[Exercise objective]:
Search the records below for the string "limit", and report each line that contains it.
================================
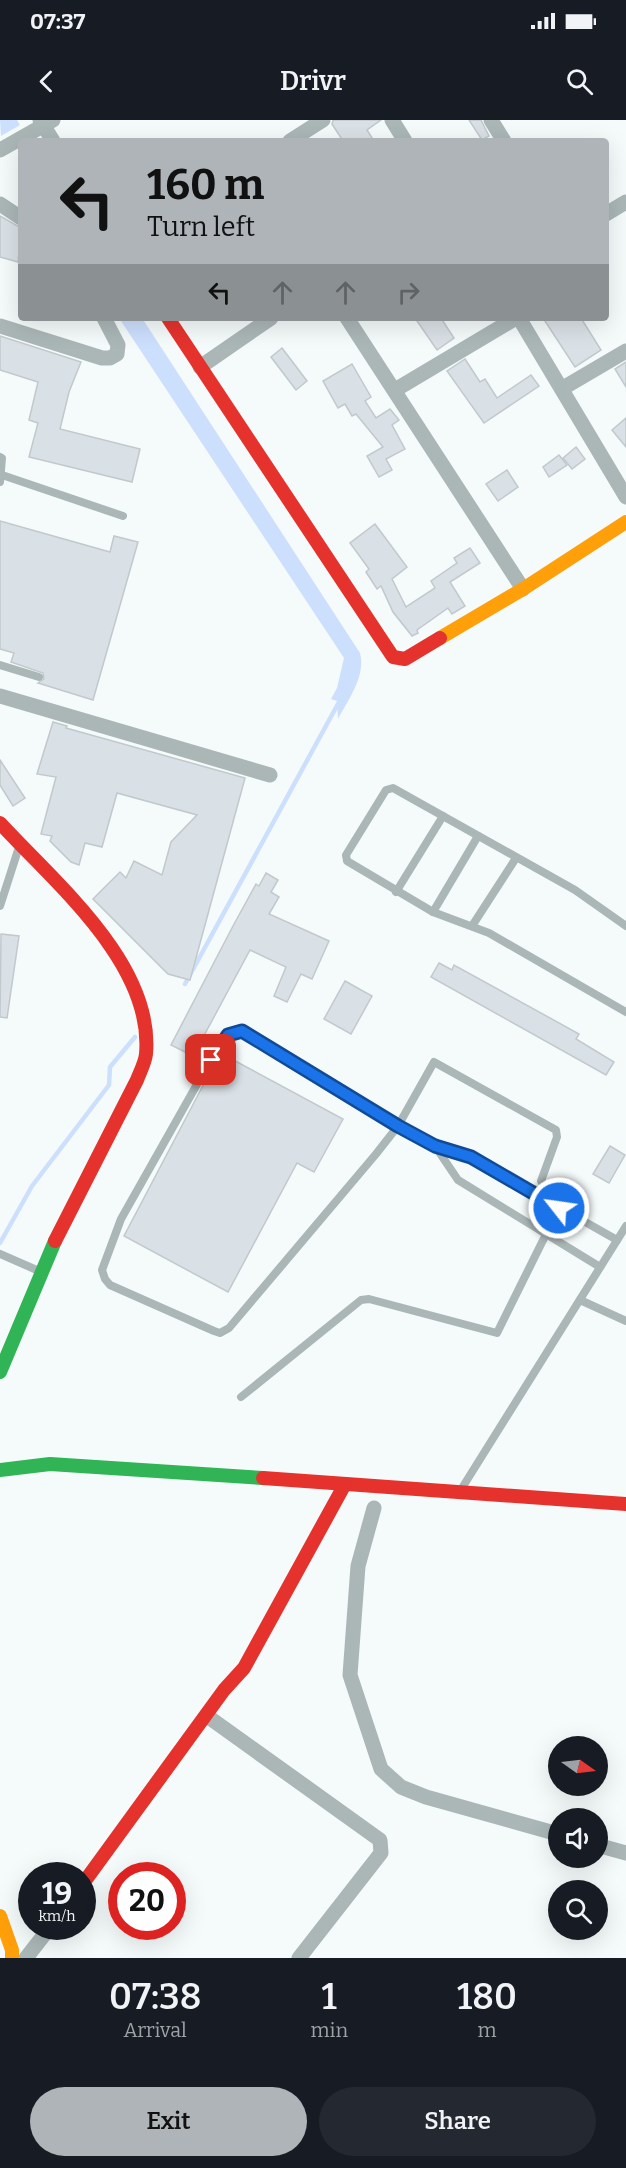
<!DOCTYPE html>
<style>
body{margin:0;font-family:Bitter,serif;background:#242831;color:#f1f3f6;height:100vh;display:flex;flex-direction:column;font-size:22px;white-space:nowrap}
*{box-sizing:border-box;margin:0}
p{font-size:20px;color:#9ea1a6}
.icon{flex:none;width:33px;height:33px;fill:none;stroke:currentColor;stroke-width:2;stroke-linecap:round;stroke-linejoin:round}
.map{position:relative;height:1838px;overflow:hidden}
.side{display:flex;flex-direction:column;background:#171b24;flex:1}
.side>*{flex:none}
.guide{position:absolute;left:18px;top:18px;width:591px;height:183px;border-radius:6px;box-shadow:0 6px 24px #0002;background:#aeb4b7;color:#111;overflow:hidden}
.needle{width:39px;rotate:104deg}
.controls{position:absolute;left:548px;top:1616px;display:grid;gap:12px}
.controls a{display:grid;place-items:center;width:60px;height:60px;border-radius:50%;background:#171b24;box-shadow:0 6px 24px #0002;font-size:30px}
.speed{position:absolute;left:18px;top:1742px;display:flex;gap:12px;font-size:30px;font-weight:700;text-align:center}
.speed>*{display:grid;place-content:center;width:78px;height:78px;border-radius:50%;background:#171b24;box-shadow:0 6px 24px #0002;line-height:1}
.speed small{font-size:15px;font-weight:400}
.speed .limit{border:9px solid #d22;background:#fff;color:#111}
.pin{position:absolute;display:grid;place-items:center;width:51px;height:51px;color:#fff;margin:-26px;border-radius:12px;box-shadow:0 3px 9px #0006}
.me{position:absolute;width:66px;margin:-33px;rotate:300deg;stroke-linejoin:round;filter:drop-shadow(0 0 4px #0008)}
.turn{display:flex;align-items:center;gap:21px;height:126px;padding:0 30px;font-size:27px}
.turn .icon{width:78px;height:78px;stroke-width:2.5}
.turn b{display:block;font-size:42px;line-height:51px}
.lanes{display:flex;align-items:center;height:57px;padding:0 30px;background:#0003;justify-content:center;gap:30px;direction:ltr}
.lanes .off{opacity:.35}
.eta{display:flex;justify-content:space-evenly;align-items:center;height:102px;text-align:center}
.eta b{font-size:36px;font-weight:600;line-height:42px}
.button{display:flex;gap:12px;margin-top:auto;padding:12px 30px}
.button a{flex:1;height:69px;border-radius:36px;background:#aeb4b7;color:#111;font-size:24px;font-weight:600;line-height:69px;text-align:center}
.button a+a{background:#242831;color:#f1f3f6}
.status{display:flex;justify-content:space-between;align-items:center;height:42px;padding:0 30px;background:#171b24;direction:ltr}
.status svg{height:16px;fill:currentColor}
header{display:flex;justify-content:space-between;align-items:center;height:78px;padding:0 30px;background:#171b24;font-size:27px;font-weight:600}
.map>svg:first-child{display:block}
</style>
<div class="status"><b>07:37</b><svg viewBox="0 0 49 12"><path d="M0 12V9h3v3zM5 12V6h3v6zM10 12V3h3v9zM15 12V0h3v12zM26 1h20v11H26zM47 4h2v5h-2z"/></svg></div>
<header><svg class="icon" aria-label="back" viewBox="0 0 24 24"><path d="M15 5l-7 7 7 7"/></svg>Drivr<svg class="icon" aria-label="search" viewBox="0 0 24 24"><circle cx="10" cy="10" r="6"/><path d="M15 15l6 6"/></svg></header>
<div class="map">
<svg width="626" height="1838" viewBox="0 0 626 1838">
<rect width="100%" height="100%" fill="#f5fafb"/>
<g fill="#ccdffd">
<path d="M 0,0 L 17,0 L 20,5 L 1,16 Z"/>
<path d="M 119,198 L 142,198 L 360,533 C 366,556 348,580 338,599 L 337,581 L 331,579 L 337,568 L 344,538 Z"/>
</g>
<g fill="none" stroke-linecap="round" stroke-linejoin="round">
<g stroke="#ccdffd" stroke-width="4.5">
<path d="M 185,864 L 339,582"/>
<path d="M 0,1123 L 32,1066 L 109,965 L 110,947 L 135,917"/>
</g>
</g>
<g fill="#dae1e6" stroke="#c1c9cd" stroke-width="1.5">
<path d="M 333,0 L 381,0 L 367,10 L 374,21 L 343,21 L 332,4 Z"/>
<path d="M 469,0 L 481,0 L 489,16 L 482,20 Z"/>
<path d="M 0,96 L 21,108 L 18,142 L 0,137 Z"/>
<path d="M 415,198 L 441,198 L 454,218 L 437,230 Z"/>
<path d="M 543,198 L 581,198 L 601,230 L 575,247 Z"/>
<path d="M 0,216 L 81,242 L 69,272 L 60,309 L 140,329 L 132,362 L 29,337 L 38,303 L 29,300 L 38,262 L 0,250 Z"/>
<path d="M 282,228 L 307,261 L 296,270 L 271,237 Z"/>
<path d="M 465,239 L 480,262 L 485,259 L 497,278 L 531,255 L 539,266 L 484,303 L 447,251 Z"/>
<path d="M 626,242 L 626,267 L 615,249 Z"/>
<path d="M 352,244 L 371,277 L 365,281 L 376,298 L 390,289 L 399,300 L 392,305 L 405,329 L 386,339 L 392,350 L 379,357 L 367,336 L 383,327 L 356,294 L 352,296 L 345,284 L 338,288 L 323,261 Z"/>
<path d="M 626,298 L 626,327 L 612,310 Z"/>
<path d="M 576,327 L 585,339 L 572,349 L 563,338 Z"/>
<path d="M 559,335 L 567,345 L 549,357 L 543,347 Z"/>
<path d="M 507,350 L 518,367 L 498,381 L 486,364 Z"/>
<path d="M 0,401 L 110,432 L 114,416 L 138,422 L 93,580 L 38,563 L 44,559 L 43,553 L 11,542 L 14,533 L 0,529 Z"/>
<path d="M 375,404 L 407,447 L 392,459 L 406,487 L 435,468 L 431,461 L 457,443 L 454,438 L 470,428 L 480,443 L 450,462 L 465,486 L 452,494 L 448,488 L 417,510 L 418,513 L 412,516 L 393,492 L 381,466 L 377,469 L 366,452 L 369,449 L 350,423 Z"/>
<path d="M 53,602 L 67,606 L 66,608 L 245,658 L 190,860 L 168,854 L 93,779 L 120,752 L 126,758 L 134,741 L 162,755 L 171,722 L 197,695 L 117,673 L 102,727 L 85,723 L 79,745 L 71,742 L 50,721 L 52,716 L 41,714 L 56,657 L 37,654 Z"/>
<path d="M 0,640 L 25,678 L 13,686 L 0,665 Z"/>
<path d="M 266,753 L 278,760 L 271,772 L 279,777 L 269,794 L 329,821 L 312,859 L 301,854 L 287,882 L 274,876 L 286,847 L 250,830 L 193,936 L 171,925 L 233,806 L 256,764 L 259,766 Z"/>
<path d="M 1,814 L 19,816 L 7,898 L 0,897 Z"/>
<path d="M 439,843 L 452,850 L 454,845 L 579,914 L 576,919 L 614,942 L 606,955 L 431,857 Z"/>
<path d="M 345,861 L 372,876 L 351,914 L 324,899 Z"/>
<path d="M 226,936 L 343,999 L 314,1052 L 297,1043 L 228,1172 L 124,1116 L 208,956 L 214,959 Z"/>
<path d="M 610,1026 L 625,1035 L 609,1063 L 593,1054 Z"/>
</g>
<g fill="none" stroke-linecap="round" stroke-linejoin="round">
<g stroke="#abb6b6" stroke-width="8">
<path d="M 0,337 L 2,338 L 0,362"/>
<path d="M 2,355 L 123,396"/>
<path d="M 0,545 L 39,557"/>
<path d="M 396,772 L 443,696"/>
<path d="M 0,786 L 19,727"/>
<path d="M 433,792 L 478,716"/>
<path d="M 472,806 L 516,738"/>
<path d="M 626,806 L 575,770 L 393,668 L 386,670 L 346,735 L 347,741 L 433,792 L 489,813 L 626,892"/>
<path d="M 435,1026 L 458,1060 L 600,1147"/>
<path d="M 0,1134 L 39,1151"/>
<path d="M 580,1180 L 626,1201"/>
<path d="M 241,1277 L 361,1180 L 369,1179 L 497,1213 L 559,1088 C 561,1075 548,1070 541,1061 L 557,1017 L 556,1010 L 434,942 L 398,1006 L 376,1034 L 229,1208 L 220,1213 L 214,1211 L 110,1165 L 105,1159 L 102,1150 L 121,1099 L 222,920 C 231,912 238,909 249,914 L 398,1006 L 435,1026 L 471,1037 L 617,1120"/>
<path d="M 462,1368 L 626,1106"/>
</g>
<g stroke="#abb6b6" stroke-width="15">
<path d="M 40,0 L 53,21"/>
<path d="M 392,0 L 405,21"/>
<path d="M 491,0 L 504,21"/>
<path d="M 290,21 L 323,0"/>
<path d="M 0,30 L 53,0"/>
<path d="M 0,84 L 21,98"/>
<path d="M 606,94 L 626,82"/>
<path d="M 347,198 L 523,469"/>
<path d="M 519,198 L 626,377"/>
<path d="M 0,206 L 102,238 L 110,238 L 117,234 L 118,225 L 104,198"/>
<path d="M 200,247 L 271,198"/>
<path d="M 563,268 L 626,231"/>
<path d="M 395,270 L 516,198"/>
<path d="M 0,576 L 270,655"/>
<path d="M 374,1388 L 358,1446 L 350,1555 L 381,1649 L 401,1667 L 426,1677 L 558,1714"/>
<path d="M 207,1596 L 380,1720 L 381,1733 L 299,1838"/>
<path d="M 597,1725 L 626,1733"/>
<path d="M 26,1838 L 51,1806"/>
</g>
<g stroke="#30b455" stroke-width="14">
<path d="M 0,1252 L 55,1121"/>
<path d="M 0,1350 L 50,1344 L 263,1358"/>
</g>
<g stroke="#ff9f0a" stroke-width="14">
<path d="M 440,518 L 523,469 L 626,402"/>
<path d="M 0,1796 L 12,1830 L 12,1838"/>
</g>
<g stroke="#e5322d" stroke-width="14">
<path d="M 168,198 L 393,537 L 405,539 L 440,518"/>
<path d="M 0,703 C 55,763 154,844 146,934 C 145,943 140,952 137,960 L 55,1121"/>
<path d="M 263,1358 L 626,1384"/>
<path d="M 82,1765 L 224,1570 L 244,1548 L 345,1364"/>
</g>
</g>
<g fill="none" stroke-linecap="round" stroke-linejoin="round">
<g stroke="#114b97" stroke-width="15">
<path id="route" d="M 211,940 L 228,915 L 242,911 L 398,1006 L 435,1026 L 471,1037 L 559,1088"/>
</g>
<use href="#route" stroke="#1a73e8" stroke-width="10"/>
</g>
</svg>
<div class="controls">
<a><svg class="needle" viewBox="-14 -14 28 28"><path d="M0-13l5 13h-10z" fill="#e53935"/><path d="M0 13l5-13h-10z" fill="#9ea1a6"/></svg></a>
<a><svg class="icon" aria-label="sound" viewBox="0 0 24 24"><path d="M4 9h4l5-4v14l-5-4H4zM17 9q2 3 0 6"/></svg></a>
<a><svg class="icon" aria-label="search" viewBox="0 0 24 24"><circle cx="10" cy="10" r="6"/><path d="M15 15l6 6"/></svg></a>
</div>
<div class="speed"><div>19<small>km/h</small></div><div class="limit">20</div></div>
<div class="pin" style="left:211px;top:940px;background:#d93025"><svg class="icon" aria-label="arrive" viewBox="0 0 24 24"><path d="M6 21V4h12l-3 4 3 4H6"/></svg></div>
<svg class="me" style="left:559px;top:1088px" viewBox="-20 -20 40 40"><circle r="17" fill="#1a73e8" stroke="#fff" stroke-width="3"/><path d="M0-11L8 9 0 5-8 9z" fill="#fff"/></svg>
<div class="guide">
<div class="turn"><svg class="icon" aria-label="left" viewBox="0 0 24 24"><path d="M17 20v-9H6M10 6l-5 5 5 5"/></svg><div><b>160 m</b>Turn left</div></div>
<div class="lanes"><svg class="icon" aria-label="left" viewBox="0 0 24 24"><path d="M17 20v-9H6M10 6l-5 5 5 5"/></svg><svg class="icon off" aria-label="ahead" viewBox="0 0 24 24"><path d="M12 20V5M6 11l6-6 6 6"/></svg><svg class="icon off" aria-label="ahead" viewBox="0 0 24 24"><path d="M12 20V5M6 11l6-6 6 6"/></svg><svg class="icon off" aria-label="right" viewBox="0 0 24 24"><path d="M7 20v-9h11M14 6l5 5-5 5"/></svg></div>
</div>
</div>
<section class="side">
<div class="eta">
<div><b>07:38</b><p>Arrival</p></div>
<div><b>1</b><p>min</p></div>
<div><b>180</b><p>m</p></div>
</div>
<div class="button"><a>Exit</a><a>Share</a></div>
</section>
================================
[Solution to this task]:
.speed .limit{border:9px solid #d22;background:#fff;color:#111}
<div class="speed"><div>19<small>km/h</small></div><div class="limit">20</div></div>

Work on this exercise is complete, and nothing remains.